=== Task material ===
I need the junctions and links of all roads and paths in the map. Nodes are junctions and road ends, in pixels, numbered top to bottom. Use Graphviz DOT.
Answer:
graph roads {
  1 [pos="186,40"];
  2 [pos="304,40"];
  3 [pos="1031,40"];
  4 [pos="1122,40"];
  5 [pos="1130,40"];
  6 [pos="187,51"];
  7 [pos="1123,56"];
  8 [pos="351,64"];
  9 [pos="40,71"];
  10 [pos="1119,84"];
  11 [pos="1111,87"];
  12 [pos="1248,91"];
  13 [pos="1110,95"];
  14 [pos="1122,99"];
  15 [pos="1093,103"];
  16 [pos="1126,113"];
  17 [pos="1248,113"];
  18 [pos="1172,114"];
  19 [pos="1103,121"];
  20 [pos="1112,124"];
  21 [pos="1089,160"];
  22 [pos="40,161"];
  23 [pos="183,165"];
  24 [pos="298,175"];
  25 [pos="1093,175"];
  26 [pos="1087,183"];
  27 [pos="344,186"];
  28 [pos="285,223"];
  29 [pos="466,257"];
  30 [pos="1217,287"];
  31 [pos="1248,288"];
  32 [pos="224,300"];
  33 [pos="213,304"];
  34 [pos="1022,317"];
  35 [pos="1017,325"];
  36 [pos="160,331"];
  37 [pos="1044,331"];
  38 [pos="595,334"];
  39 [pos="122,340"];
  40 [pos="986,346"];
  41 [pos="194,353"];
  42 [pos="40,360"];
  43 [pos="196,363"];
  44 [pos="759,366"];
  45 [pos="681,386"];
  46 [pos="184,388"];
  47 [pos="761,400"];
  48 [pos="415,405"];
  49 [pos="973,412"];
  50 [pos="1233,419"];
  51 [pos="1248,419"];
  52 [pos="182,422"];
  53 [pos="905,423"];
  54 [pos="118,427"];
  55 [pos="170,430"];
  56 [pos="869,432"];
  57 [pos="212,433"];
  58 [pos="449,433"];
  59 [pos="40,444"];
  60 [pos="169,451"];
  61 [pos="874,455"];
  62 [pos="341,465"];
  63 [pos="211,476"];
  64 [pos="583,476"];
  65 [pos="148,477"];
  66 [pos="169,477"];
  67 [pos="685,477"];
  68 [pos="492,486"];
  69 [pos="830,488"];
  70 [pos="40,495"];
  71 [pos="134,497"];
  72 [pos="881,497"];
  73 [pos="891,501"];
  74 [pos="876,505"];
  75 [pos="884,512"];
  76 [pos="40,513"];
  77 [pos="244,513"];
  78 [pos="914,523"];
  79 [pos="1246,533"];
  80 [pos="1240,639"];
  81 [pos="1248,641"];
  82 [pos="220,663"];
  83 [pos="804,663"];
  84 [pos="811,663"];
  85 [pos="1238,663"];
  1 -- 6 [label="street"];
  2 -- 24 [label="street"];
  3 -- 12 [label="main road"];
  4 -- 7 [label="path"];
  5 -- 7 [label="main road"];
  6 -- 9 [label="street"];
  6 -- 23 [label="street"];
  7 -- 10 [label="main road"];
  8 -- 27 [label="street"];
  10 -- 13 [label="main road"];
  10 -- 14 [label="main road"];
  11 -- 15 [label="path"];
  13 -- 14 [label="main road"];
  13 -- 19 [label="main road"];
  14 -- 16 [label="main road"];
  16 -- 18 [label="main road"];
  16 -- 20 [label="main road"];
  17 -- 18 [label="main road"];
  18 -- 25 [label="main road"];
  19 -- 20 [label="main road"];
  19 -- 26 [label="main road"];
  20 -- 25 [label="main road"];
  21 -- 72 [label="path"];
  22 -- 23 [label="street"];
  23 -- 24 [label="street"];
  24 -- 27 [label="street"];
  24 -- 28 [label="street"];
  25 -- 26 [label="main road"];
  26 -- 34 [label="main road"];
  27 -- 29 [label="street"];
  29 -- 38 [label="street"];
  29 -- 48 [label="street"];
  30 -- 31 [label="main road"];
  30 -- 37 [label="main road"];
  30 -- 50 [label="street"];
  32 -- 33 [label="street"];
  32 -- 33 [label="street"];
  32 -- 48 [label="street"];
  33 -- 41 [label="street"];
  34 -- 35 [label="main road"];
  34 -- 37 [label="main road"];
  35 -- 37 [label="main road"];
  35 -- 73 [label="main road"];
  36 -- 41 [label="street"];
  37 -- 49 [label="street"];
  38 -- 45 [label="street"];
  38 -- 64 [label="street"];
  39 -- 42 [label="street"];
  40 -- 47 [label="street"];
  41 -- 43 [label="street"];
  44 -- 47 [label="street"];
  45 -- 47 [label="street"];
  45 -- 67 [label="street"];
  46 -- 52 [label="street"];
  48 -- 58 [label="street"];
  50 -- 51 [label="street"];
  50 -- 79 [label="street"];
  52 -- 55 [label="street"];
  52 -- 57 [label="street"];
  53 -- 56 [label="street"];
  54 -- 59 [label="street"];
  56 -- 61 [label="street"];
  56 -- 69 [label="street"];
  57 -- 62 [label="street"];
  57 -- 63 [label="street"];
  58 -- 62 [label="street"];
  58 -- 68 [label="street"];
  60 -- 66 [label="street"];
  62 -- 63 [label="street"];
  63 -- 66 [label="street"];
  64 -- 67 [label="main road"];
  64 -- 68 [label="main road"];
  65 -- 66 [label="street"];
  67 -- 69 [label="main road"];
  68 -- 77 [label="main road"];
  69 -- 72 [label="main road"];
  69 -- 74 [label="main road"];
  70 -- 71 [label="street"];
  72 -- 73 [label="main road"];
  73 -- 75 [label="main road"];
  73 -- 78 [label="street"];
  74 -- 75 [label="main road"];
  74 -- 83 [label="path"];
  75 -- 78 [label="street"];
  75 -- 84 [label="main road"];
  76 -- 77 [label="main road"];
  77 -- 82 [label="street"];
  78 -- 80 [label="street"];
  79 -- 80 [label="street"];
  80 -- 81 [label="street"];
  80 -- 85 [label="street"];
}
===
■ **What to work on**:
A word-for-word copy of the data is what should be returned.

■ **Answer space**:
I need the junctions and links of all roads and paths in the map. Nodes are junctions and road ends, in pixels, numbered top to bottom. Use Graphviz DOT.
Answer:
graph roads {
  1 [pos="186,40"];
  2 [pos="304,40"];
  3 [pos="1031,40"];
  4 [pos="1122,40"];
  5 [pos="1130,40"];
  6 [pos="187,51"];
  7 [pos="1123,56"];
  8 [pos="351,64"];
  9 [pos="40,71"];
  10 [pos="1119,84"];
  11 [pos="1111,87"];
  12 [pos="1248,91"];
  13 [pos="1110,95"];
  14 [pos="1122,99"];
  15 [pos="1093,103"];
  16 [pos="1126,113"];
  17 [pos="1248,113"];
  18 [pos="1172,114"];
  19 [pos="1103,121"];
  20 [pos="1112,124"];
  21 [pos="1089,160"];
  22 [pos="40,161"];
  23 [pos="183,165"];
  24 [pos="298,175"];
  25 [pos="1093,175"];
  26 [pos="1087,183"];
  27 [pos="344,186"];
  28 [pos="285,223"];
  29 [pos="466,257"];
  30 [pos="1217,287"];
  31 [pos="1248,288"];
  32 [pos="224,300"];
  33 [pos="213,304"];
  34 [pos="1022,317"];
  35 [pos="1017,325"];
  36 [pos="160,331"];
  37 [pos="1044,331"];
  38 [pos="595,334"];
  39 [pos="122,340"];
  40 [pos="986,346"];
  41 [pos="194,353"];
  42 [pos="40,360"];
  43 [pos="196,363"];
  44 [pos="759,366"];
  45 [pos="681,386"];
  46 [pos="184,388"];
  47 [pos="761,400"];
  48 [pos="415,405"];
  49 [pos="973,412"];
  50 [pos="1233,419"];
  51 [pos="1248,419"];
  52 [pos="182,422"];
  53 [pos="905,423"];
  54 [pos="118,427"];
  55 [pos="170,430"];
  56 [pos="869,432"];
  57 [pos="212,433"];
  58 [pos="449,433"];
  59 [pos="40,444"];
  60 [pos="169,451"];
  61 [pos="874,455"];
  62 [pos="341,465"];
  63 [pos="211,476"];
  64 [pos="583,476"];
  65 [pos="148,477"];
  66 [pos="169,477"];
  67 [pos="685,477"];
  68 [pos="492,486"];
  69 [pos="830,488"];
  70 [pos="40,495"];
  71 [pos="134,497"];
  72 [pos="881,497"];
  73 [pos="891,501"];
  74 [pos="876,505"];
  75 [pos="884,512"];
  76 [pos="40,513"];
  77 [pos="244,513"];
  78 [pos="914,523"];
  79 [pos="1246,533"];
  80 [pos="1240,639"];
  81 [pos="1248,641"];
  82 [pos="220,663"];
  83 [pos="804,663"];
  84 [pos="811,663"];
  85 [pos="1238,663"];
  1 -- 6 [label="street"];
  2 -- 24 [label="street"];
  3 -- 12 [label="main road"];
  4 -- 7 [label="path"];
  5 -- 7 [label="main road"];
  6 -- 9 [label="street"];
  6 -- 23 [label="street"];
  7 -- 10 [label="main road"];
  8 -- 27 [label="street"];
  10 -- 13 [label="main road"];
  10 -- 14 [label="main road"];
  11 -- 15 [label="path"];
  13 -- 14 [label="main road"];
  13 -- 19 [label="main road"];
  14 -- 16 [label="main road"];
  16 -- 18 [label="main road"];
  16 -- 20 [label="main road"];
  17 -- 18 [label="main road"];
  18 -- 25 [label="main road"];
  19 -- 20 [label="main road"];
  19 -- 26 [label="main road"];
  20 -- 25 [label="main road"];
  21 -- 72 [label="path"];
  22 -- 23 [label="street"];
  23 -- 24 [label="street"];
  24 -- 27 [label="street"];
  24 -- 28 [label="street"];
  25 -- 26 [label="main road"];
  26 -- 34 [label="main road"];
  27 -- 29 [label="street"];
  29 -- 38 [label="street"];
  29 -- 48 [label="street"];
  30 -- 31 [label="main road"];
  30 -- 37 [label="main road"];
  30 -- 50 [label="street"];
  32 -- 33 [label="street"];
  32 -- 33 [label="street"];
  32 -- 48 [label="street"];
  33 -- 41 [label="street"];
  34 -- 35 [label="main road"];
  34 -- 37 [label="main road"];
  35 -- 37 [label="main road"];
  35 -- 73 [label="main road"];
  36 -- 41 [label="street"];
  37 -- 49 [label="street"];
  38 -- 45 [label="street"];
  38 -- 64 [label="street"];
  39 -- 42 [label="street"];
  40 -- 47 [label="street"];
  41 -- 43 [label="street"];
  44 -- 47 [label="street"];
  45 -- 47 [label="street"];
  45 -- 67 [label="street"];
  46 -- 52 [label="street"];
  48 -- 58 [label="street"];
  50 -- 51 [label="street"];
  50 -- 79 [label="street"];
  52 -- 55 [label="street"];
  52 -- 57 [label="street"];
  53 -- 56 [label="street"];
  54 -- 59 [label="street"];
  56 -- 61 [label="street"];
  56 -- 69 [label="street"];
  57 -- 62 [label="street"];
  57 -- 63 [label="street"];
  58 -- 62 [label="street"];
  58 -- 68 [label="street"];
  60 -- 66 [label="street"];
  62 -- 63 [label="street"];
  63 -- 66 [label="street"];
  64 -- 67 [label="main road"];
  64 -- 68 [label="main road"];
  65 -- 66 [label="street"];
  67 -- 69 [label="main road"];
  68 -- 77 [label="main road"];
  69 -- 72 [label="main road"];
  69 -- 74 [label="main road"];
  70 -- 71 [label="street"];
  72 -- 73 [label="main road"];
  73 -- 75 [label="main road"];
  73 -- 78 [label="street"];
  74 -- 75 [label="main road"];
  74 -- 83 [label="path"];
  75 -- 78 [label="street"];
  75 -- 84 [label="main road"];
  76 -- 77 [label="main road"];
  77 -- 82 [label="street"];
  78 -- 80 [label="street"];
  79 -- 80 [label="street"];
  80 -- 81 [label="street"];
  80 -- 85 [label="street"];
}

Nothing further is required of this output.